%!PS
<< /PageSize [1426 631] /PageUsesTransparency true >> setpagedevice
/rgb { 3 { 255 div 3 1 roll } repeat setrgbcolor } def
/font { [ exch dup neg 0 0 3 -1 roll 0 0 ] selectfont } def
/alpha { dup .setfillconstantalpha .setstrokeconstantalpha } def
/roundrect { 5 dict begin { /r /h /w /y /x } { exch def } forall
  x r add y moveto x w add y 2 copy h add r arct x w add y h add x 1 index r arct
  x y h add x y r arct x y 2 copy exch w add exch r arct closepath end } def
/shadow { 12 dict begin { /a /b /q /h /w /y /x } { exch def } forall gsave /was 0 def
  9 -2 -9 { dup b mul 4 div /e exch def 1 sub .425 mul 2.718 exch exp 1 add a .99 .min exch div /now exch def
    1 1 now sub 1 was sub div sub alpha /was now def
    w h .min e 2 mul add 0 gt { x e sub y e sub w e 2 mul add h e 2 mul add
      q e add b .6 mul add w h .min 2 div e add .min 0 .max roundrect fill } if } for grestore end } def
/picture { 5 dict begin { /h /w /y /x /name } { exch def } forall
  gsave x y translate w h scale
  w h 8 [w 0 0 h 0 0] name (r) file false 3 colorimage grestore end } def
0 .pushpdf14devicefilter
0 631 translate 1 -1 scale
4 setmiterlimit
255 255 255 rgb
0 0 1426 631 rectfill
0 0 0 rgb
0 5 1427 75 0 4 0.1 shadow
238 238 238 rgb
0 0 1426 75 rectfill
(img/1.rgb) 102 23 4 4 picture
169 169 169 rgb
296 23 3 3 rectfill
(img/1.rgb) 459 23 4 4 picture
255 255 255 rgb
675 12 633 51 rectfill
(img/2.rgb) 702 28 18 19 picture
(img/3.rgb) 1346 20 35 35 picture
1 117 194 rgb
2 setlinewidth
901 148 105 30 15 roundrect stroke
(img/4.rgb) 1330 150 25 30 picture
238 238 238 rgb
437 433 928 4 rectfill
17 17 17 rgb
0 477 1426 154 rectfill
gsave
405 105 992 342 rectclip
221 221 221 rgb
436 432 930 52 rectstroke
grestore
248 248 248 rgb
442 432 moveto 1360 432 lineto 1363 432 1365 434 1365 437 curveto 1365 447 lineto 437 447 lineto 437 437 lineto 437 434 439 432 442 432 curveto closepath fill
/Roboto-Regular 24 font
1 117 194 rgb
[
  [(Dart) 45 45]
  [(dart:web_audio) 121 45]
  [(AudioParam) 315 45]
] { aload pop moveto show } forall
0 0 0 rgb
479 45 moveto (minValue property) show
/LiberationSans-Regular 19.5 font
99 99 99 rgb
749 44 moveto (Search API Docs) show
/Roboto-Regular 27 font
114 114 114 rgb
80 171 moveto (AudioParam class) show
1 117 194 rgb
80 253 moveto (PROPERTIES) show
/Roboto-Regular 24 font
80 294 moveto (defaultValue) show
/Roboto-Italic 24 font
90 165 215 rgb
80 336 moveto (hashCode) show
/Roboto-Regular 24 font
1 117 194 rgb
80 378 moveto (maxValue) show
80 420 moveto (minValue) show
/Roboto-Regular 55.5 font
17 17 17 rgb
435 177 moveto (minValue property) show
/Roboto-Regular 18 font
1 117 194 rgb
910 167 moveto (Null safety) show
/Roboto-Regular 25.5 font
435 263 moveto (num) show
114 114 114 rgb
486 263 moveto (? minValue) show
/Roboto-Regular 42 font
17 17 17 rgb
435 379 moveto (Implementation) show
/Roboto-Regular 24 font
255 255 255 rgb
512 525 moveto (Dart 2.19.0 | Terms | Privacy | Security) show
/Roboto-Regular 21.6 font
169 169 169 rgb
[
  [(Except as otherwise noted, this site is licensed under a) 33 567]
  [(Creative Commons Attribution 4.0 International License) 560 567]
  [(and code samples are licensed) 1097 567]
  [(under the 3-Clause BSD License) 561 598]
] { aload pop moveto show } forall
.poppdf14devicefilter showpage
+ + + + + + +
• [Exercise objective]:
The required output is the stretch of entries above from the line containing "255 div 3 1" through the line containing "w h .min e 2", reproduced exactly.

• [Problem solution]:
/rgb { 3 { 255 div 3 1 roll } repeat setrgbcolor } def
/font { [ exch dup neg 0 0 3 -1 roll 0 0 ] selectfont } def
/alpha { dup .setfillconstantalpha .setstrokeconstantalpha } def
/roundrect { 5 dict begin { /r /h /w /y /x } { exch def } forall
  x r add y moveto x w add y 2 copy h add r arct x w add y h add x 1 index r arct
  x y h add x y r arct x y 2 copy exch w add exch r arct closepath end } def
/shadow { 12 dict begin { /a /b /q /h /w /y /x } { exch def } forall gsave /was 0 def
  9 -2 -9 { dup b mul 4 div /e exch def 1 sub .425 mul 2.718 exch exp 1 add a .99 .min exch div /now exch def
    1 1 now sub 1 was sub div sub alpha /was now def
    w h .min e 2 mul add 0 gt { x e sub y e sub w e 2 mul add h e 2 mul add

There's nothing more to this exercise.